Exercise instructions: Match the string "Junio" against each line below, and copy every line that matches.

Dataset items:
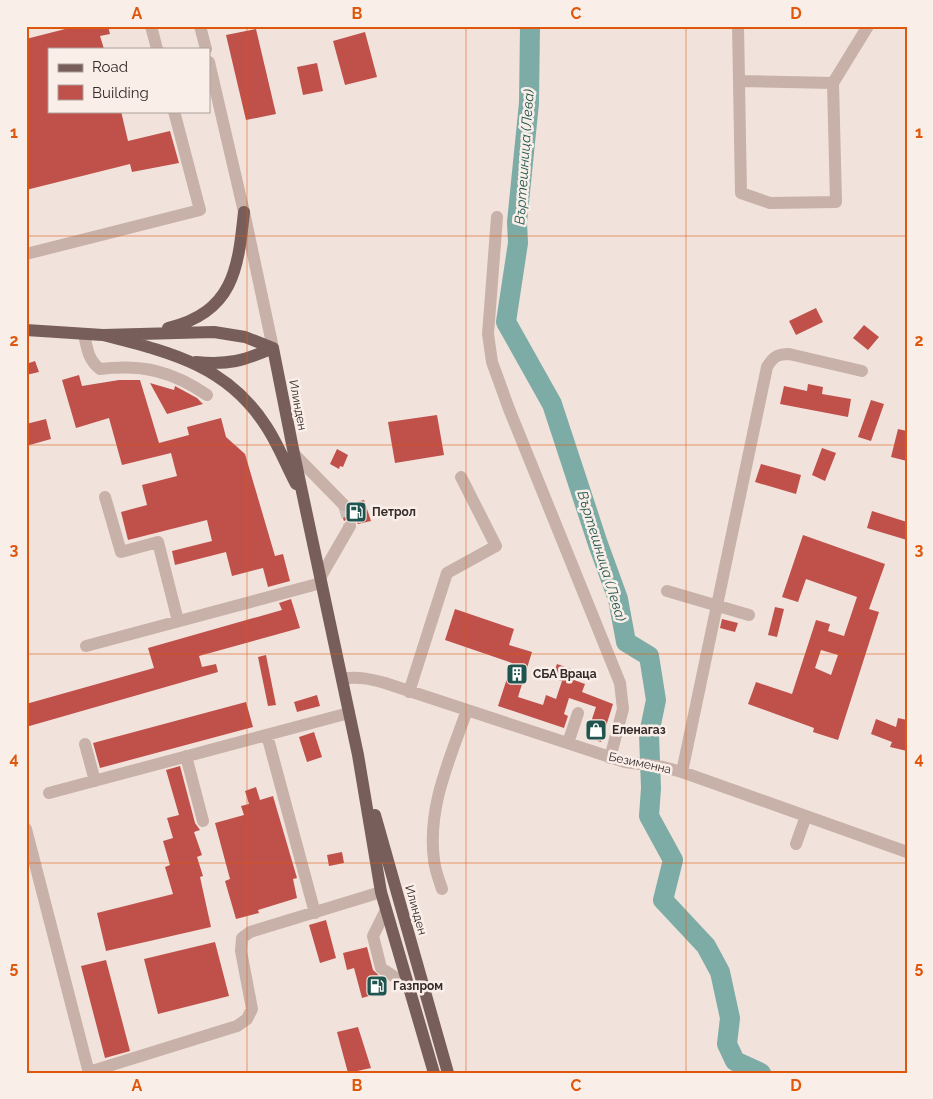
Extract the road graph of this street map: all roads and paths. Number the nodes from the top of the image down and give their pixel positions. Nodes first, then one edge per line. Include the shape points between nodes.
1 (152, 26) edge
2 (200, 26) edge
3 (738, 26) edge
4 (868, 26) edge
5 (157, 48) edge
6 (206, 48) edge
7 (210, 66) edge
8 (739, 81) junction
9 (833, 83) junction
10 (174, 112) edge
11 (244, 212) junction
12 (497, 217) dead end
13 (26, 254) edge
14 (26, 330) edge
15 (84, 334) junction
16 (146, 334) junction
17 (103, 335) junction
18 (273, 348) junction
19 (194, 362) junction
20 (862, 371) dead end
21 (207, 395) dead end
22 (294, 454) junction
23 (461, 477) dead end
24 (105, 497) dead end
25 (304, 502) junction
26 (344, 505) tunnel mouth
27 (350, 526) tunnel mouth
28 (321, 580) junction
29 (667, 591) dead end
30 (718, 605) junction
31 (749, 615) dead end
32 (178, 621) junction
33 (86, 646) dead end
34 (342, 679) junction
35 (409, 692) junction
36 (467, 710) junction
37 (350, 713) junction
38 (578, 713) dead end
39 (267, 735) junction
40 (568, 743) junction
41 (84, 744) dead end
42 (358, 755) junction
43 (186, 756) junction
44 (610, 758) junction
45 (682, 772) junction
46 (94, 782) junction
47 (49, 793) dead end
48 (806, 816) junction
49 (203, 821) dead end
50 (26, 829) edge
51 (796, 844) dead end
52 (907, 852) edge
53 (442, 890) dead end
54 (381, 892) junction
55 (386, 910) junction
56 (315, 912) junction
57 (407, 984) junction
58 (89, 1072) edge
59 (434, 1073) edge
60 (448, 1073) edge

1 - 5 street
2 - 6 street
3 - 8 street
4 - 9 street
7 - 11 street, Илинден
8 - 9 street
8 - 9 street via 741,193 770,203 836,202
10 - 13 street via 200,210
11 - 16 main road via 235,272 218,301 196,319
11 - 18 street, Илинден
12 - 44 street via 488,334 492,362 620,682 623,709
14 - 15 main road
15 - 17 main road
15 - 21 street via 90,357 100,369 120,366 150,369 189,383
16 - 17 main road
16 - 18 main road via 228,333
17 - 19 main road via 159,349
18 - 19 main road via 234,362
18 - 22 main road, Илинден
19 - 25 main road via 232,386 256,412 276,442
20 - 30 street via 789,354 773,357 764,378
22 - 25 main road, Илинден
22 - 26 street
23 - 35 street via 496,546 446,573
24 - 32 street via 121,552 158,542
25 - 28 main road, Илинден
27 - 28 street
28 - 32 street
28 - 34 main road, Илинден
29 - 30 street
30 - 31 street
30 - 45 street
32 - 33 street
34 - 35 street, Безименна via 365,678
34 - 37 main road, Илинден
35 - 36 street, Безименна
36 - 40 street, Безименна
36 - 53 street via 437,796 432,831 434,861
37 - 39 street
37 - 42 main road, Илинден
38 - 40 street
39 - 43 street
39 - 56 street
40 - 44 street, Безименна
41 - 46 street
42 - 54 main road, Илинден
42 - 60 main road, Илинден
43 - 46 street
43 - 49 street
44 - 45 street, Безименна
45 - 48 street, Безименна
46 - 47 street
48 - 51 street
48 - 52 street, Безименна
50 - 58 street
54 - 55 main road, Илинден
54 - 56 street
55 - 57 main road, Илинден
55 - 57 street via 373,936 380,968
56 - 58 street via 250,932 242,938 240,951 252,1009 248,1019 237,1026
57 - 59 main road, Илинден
* * *
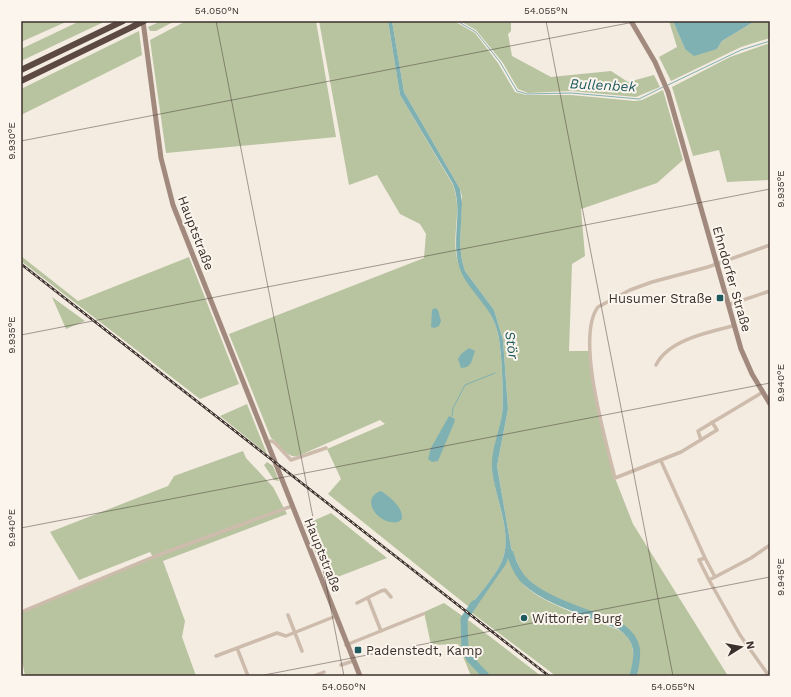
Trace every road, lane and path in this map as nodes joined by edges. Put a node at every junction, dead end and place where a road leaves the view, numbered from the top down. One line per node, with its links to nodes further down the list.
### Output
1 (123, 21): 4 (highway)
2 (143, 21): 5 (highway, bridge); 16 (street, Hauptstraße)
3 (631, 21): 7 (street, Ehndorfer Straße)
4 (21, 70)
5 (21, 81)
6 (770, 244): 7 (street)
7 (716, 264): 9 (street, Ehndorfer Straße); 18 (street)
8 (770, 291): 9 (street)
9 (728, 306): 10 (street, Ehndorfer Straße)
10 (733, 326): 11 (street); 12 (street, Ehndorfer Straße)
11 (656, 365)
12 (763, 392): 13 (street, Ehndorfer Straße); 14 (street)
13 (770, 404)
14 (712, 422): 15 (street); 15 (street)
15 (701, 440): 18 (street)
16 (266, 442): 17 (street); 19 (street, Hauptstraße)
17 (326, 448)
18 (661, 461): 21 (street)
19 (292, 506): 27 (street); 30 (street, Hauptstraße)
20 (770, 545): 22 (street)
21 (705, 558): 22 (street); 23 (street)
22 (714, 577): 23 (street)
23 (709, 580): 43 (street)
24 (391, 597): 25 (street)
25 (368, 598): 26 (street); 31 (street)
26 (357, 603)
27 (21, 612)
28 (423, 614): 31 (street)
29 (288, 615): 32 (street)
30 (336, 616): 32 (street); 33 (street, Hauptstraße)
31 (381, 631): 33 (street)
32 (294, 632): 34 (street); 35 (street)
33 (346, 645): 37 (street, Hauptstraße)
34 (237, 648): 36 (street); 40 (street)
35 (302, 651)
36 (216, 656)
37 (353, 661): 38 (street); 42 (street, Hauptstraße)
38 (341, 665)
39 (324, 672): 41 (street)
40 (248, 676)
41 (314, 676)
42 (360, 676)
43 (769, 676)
...
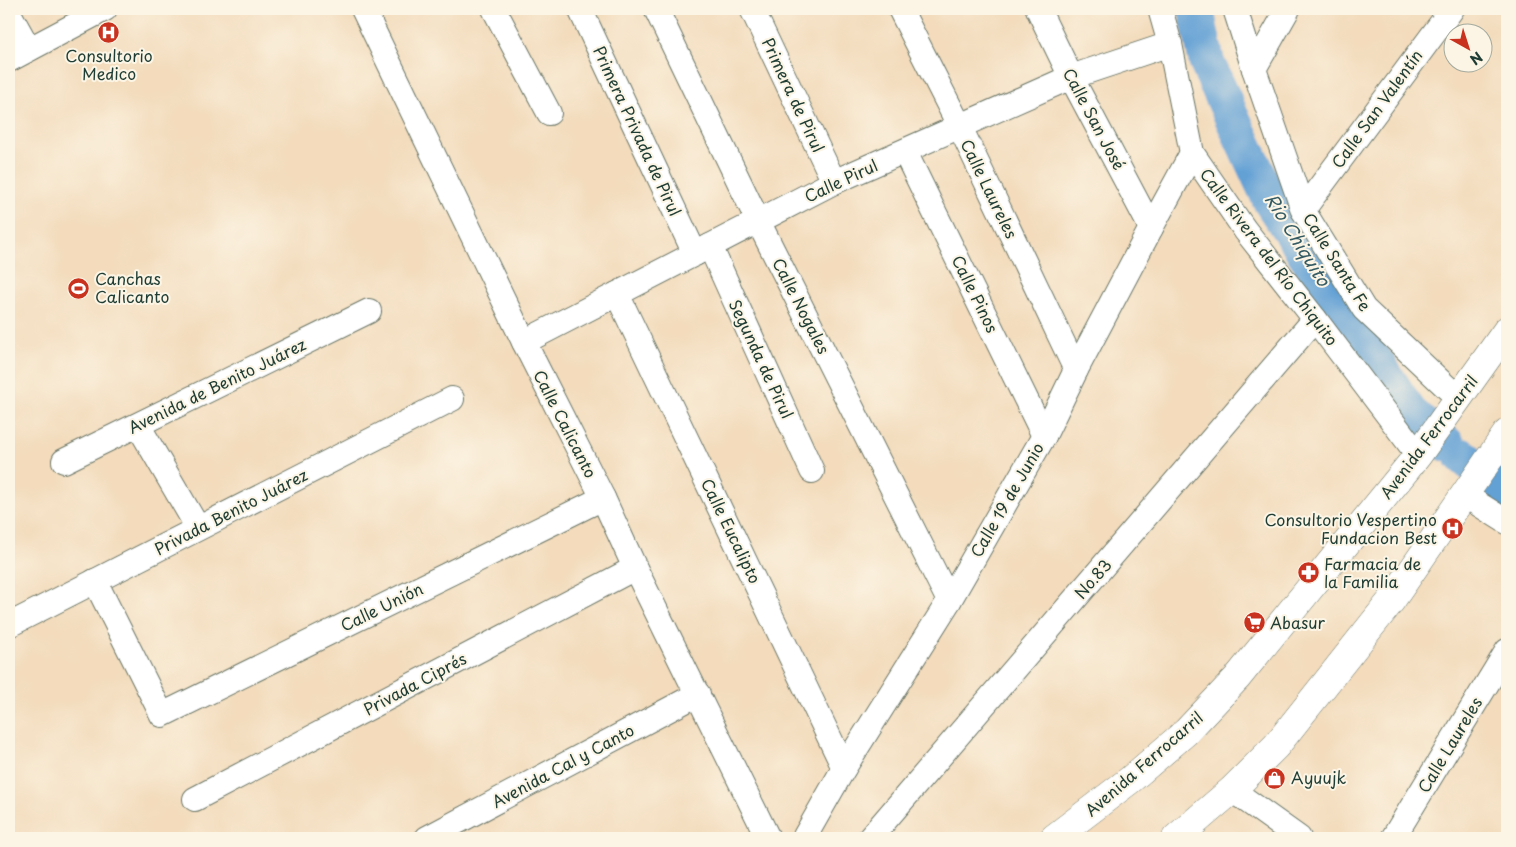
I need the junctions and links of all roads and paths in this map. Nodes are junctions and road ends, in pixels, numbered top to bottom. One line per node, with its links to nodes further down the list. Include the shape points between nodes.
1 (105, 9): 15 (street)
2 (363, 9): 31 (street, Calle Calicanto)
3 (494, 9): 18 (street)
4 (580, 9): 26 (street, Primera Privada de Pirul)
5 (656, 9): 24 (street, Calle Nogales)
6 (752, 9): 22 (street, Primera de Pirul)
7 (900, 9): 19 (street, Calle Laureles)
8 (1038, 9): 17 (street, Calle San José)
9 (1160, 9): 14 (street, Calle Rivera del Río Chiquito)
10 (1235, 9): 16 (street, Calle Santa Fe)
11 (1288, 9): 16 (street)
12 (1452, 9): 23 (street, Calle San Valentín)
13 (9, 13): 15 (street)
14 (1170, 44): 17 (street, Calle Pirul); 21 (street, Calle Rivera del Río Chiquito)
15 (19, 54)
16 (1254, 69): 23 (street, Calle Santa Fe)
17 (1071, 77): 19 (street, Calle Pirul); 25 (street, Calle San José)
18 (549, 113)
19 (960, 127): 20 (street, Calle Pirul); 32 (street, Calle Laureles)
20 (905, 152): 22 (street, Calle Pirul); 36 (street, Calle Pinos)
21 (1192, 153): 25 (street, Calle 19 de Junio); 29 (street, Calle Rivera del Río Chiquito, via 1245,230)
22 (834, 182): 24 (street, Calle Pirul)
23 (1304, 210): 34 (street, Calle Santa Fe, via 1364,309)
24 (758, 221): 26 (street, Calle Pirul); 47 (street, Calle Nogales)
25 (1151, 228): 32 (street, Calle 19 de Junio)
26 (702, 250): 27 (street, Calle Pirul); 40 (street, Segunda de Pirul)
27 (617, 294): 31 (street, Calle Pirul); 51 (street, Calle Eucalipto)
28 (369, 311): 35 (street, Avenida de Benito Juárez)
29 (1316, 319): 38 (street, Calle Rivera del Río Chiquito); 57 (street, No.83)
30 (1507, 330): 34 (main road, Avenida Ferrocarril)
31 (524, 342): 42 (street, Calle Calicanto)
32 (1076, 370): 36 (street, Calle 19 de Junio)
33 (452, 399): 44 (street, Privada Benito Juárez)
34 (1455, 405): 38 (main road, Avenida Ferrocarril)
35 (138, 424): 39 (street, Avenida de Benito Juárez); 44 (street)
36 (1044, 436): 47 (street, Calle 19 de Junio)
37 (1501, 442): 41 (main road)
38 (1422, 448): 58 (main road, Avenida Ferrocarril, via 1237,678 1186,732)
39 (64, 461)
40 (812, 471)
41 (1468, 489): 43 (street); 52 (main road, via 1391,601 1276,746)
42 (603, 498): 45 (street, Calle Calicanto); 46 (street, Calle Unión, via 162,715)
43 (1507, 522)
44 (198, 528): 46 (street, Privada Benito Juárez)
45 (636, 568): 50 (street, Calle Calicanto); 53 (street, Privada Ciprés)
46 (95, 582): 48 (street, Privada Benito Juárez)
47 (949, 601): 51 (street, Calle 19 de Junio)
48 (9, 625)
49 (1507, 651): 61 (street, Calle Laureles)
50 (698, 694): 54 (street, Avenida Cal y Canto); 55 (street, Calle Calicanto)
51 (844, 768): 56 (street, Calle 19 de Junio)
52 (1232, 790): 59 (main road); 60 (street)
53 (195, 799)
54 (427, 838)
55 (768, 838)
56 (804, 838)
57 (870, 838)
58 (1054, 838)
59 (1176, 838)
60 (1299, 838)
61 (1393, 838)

Task solution:
21 (1192, 153): 25 (street, Calle 19 de Junio); 29 (street, Calle Rivera del Río Chiquito, via 1245,230)
25 (1151, 228): 32 (street, Calle 19 de Junio)
32 (1076, 370): 36 (street, Calle 19 de Junio)
36 (1044, 436): 47 (street, Calle 19 de Junio)
47 (949, 601): 51 (street, Calle 19 de Junio)
51 (844, 768): 56 (street, Calle 19 de Junio)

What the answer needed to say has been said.